Understanding Insolation (W/m^2)

My residence uses around 1500 kWhr / month averaged over the year. In researching PV, I am trying to calculate the amount of kW*hr that can be stored in a month for various sized systems. Most panels use 1000 W/m^2 for their ratings, and also run tests at 800 W/m^2. These appear to be standard test conditions.

When I look up the amount of sunlight energy reaching the earth I usually get numbers of around 300 W/m^2 for Tucson, or in one case 1000 W/m^2 during peak sunlight hours (value for 5 hours/day). Some sites give W*h/M^2/day as the units. Its a bit confusing.

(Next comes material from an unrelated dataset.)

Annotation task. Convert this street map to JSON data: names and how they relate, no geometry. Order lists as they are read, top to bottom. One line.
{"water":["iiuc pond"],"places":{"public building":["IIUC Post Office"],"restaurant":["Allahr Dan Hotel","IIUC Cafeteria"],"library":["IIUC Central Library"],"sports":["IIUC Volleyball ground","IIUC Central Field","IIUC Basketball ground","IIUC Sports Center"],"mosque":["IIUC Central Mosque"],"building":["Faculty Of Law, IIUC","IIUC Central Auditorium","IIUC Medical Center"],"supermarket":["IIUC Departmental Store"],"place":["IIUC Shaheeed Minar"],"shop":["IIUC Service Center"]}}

I assume that the 300 W/m^2 is averaged over daylight hours, or an entire 24 hour day.

Specifically, on an average sunny August day in Tucson -- at noon -- what would be the expected amount of sunlight energy that hits a panel pointed towards the sun. Not averaged out over 24 hours, or seasonally -- but peak instantaneous energy.

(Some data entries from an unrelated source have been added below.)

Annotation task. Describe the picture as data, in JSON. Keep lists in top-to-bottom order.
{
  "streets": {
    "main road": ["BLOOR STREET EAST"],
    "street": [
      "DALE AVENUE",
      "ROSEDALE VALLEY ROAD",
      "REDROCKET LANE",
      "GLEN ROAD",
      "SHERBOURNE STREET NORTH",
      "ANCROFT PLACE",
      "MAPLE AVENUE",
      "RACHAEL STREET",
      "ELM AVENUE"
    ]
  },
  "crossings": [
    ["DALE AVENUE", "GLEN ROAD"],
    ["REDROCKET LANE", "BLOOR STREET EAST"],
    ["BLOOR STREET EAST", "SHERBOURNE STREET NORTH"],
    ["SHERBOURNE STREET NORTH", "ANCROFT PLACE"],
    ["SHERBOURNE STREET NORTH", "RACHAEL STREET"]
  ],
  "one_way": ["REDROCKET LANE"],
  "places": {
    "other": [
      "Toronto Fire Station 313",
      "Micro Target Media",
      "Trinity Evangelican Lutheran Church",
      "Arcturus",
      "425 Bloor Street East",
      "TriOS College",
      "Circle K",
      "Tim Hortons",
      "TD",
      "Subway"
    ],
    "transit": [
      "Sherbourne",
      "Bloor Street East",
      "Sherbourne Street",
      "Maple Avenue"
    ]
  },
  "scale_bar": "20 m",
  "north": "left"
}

Any help would be appreciated.

Thanks!

-- edit. And I do understand that in sizing a system it would need to be averaged out over off peak conditions. I'm just trying to clarify the definitions of the numbers I am pulling up...

Comments

  • BB.
    BB. Super Moderators, Administrators Posts: 33,623 admin
    Re: Understanding Insolation (W/m^2)

    The US government a few decades ago ran ~20 year solar isolation measurements around the US. They then put the data into a very simple to use program to calculate how much power (per month, or even per hour) you can get from XX kW array and yy% efficiency mounted on a 0/1/2 axis tracker.

    Here is a link to the PV Watts program. Enter, for example Tucson, 10 kW of solar panels, 0.77 for Grid Tied, and defaults for everything else:
    "Station Identification"
    "City:","Tucson"
    "State:","Arizona"
    "Lat (deg N):", 32.12
    "Long (deg W):", 110.93
    "Elev (m): ", 779
    "PV System Specifications"
    "DC Rating:"," 10.0 kW"
    "DC to AC Derate Factor:"," 0.770"
    "AC Rating:"," 7.7 kW"
    "Array Type: Fixed Tilt"
    "Array Tilt:"," 32.1"
    "Array Azimuth:","180.0"

    "Energy Specifications"
    "Cost of Electricity:"," 8.5 cents/kWh"

    "Results"
    "Month", "Solar Radiation (kWh/m^2/day)", "AC Energy (kWh)", "Energy Value ($)"
    1, 5.70, 1282, 108.97
    2, 6.11, 1212, 103.02
    3, 7.03, 1550, 131.75
    4, 7.50, 1561, 132.69
    5, 7.29, 1513, 128.60
    6, 7.15, 1418, 120.53
    7, 6.44, 1316, 111.86
    8, 6.85, 1411, 119.94
    9, 7.06, 1434, 121.89
    10, 6.72, 1444, 122.74
    11, 5.99, 1287, 109.39
    12, 5.27, 1199, 101.92
    "Year", 6.59, 16627, 1413.30

    You will get 1,199 to 1,561 kWHrs per month for Grid Tied solar.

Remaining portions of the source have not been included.